Según lo que Cabrera plantea, la institución principal —la familia— cede y da paso a la escuela como lugar de adoctrinamiento y domesticación cultural, social y política. El proyecto Cuba material entra en diálogo directo con la mirada de Sarmiento, revelando no tanto la cultura material —que es lo específico de la exhibición y el sitio web—, sino una dinámica de relaciones que funda y moldea el universo infantil.
Valeria Sarmiento propuso al gobierno cubano la realización del documental sobre las escuelas de pioneros y tuvo una excelente acogida. Se le brindaron todas las facilidades para filmar dentro de los recintos y entrevistar a niños y niñas. Sin embargo, como ella misma ha dejado claro en distintas instancias9, el resultado no fue para nada del gusto de las autoridades que le habían abierto las puertas con tan buena disposición, seguramente esperando un producto que alabara los esfuerzos del régimen por construir este “hombre nuevo” desde las etapas más tempranas. Sin embargo, en la representación que el filme hace de este espacio institucional, a pesar de situarse en gran parte dentro de lo que se conoce como “documental observacional” 10 y, por lo tanto, en un territorio aparentemente neutral, la crítica aflora incluso desde esa distancia del observador y se hace más evidente hacia el final de la obra.

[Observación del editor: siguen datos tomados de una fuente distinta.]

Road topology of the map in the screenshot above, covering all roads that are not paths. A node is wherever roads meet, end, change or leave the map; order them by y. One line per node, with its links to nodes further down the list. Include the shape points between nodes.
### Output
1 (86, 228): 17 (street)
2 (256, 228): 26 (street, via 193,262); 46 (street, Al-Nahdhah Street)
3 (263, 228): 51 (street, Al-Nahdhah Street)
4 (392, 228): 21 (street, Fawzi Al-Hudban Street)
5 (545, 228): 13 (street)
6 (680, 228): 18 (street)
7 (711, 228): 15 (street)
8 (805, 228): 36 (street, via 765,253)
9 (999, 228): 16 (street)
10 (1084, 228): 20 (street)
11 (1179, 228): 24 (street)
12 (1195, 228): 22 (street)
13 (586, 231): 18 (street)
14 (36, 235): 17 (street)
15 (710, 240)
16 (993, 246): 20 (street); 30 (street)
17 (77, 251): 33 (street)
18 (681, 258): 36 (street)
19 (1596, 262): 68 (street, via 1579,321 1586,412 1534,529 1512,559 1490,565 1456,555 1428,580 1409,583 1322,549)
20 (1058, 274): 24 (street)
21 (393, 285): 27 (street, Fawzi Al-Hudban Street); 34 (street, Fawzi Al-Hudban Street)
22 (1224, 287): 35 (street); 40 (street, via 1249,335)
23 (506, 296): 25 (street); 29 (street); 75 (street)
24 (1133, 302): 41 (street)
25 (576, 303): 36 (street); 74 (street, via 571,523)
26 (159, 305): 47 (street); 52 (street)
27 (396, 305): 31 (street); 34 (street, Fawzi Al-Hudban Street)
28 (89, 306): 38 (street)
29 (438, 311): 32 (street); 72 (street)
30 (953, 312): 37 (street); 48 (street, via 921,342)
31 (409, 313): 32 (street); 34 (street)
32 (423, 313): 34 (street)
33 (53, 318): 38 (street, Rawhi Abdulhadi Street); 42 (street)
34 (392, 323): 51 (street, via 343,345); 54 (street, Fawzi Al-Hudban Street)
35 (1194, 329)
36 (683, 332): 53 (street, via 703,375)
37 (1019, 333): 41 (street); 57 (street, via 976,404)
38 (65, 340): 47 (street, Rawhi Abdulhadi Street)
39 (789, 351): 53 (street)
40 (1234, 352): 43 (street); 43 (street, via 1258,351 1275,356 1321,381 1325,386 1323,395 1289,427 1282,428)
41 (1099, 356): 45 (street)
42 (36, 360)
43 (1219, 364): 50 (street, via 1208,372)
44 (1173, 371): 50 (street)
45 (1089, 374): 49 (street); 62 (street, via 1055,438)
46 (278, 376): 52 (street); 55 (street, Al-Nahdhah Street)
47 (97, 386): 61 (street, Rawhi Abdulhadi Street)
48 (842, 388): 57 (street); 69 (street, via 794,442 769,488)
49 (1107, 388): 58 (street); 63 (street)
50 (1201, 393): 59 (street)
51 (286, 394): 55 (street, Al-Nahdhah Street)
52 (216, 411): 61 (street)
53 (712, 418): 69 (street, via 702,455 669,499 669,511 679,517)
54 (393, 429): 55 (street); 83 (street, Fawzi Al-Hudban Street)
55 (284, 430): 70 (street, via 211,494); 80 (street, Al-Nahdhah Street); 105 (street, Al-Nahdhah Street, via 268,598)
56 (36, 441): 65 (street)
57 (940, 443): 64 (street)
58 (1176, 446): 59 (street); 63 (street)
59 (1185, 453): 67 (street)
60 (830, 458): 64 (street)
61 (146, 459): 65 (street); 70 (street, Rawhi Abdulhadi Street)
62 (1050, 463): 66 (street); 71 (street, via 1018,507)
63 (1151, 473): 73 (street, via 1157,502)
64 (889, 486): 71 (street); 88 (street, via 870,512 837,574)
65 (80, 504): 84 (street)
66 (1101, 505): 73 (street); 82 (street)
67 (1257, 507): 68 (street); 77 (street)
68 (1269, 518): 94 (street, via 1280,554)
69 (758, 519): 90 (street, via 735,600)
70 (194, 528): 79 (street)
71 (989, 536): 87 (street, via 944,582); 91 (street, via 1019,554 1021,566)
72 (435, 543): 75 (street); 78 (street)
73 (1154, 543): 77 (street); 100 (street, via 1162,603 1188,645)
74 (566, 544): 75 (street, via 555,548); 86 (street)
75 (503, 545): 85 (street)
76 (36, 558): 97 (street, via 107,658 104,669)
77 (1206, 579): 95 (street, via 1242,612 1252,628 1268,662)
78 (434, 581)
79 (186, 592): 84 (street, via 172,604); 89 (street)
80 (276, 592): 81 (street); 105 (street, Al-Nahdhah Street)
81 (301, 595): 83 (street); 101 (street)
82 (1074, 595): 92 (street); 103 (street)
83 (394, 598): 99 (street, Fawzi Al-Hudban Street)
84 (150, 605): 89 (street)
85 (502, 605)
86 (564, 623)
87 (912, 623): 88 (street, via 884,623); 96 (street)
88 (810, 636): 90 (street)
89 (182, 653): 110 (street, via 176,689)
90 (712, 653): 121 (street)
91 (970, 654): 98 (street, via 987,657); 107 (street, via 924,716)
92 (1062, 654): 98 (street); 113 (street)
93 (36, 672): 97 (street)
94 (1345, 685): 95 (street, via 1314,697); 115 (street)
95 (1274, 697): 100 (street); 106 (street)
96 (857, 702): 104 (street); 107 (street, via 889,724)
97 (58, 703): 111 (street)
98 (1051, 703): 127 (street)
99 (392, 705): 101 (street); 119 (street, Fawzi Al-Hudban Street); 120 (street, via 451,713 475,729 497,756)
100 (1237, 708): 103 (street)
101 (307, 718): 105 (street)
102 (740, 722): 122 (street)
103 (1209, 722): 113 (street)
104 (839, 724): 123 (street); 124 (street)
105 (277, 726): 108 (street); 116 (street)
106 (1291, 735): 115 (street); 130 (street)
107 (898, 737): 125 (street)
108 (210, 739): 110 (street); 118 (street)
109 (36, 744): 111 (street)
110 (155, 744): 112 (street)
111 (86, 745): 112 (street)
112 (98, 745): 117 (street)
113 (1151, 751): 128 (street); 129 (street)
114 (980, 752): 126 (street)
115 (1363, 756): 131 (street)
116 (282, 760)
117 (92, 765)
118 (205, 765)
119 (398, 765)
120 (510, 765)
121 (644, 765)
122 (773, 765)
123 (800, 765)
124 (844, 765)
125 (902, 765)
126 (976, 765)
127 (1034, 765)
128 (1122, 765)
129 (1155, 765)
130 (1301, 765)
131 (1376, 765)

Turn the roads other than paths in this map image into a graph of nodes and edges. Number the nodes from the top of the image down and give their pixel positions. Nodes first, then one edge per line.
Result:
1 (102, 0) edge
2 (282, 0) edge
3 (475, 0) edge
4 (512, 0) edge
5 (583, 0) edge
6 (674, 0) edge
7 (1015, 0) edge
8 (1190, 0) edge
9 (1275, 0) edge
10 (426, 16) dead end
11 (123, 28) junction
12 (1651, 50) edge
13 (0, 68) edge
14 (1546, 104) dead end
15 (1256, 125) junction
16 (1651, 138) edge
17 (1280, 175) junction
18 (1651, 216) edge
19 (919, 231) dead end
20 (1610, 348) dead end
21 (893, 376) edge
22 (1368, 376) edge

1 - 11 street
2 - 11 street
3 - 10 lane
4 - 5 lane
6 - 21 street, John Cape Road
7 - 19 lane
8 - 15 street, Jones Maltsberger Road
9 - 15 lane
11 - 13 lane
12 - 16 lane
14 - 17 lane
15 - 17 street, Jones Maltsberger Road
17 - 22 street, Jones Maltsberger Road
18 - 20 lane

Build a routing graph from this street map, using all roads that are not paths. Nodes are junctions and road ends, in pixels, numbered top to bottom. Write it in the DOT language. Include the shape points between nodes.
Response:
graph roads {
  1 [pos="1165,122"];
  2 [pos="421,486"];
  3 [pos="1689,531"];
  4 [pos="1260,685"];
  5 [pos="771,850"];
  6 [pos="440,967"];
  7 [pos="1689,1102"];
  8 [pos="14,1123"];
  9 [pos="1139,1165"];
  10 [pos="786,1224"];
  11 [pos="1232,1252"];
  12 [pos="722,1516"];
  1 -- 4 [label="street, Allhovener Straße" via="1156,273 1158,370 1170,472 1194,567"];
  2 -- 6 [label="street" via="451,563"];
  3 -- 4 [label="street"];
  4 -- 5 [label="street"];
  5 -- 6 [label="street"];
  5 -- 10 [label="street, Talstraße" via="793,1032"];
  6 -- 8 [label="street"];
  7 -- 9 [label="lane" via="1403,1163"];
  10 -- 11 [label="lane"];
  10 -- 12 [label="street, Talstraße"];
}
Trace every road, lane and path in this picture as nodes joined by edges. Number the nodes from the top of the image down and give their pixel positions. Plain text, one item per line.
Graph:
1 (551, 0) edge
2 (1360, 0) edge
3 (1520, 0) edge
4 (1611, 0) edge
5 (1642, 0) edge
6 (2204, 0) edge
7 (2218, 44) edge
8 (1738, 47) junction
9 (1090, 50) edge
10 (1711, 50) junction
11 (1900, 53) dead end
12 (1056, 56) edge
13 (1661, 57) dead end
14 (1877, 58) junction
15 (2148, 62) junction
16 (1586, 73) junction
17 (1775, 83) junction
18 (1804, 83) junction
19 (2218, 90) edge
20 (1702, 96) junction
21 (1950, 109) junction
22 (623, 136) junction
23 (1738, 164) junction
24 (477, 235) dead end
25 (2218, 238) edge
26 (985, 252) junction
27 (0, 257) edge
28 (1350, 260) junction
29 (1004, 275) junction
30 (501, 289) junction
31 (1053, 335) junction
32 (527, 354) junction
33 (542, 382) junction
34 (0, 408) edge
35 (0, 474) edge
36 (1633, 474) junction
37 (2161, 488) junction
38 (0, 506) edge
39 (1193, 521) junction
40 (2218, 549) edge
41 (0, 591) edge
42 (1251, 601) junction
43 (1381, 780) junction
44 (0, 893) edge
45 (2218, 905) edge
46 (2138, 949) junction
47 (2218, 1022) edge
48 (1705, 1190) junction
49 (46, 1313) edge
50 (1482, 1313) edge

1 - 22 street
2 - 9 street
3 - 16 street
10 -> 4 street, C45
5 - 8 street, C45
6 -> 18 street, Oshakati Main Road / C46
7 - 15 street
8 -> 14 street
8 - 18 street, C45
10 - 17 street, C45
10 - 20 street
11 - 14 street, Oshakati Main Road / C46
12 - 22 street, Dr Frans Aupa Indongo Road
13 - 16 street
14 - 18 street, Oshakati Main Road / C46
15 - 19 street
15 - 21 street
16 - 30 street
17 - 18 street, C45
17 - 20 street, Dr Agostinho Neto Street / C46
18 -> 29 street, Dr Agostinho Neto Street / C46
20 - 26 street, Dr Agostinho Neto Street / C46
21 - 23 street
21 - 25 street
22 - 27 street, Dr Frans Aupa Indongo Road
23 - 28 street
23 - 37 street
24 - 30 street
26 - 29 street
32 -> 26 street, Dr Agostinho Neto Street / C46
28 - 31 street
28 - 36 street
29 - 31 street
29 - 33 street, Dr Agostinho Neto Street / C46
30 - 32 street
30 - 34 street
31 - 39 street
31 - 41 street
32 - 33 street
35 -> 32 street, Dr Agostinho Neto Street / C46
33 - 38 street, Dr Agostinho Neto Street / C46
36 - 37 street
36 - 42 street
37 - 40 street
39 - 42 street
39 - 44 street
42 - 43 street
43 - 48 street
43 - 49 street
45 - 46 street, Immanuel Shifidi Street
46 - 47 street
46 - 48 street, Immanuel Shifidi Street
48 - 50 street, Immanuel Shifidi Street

Lo que quiero destacar aquí es fundamentalmente la mirada oblicua que el documental desarrolla respecto de su objeto. La cámara se instala en el espacio de la escuela, sigue a los niños, los interroga, los observa. Sin embargo, no es a ellos a quienes terminamos viendo, sino a todo un sistema social puesto en cuestión, a la revelación falible de la estructura adulta que sostiene la lógica de la escuela. Si el cine nos ofrece siempre un pequeño recorte del mundo, y por ello se funda en la elección de un punto de vista, es interesante cómo El planeta de los niños posa su mirada sobre esta infancia institucionalizada, pero para recoger el reflejo que esos ojos infantiles proyectan sobre el universo que los moldea.
El planeta de los niños o quién vigila a los vigilantes
En términos de estrategias documentales, me interesa hacer el cruce entre El planeta de los niños y El hombre cuando es hombre, película que aborda el machismo en Latinoamérica y cuya lectura intencionada del problema que trata se va deslizando poco a poco, desde la aparente neutralidad y distancia hacia la instalación de una denuncia, de un juicio, que al final de ambas cintas se hace evidente. La misma Valeria Sarmiento reconoce en una entrevista que El planeta de los niños no fue bien recibido en Cuba “porque es una película bastante crítica con el régimen cubano”. Algo similar ocurrió con El hombre cuando es hombre, realizada en Costa Rica y donde incluso fue negada su exhibición.
Me interesa subrayar en esta estrategia de revelación sutil de una perspectiva, el lugar crucial que tienen las intervenciones de la entrevistadora (¿la misma Sarmiento, supongo?). El equipo de realización prácticamente no aparece en el documental, a excepción las intrusiones de una voz femenina que escasamente interroga a los niños. Son pocas ocasiones en las que esto ocurre —y cada una de ellas es además mínima, cauta—, pero son suficientes para desestabilizar el discurso aprendido e instalar la duda en el observador: “¿Y tú crees que ese conejito va a sobrevivir?”, le dice a una niña que acaba de intervenir quirúrgicamente al animal; “¿por qué no hay mujeres en este círculo?”, pregunta a los niños que trabajan en el taller mecánico; “¿quién de ustedes tiene auto en su casa?”, a los mismos niños. Son diminutas entradas de un ojo ajeno que se sitúa en la candidez de la mirada extranjera, pero que al mismo tiempo encarnan la posibilidad de una fisura en el edificio pionero. El edificio pionero que no solo se representa a sí mismo, sino que funciona como maqueta de una estructura mucho mayor.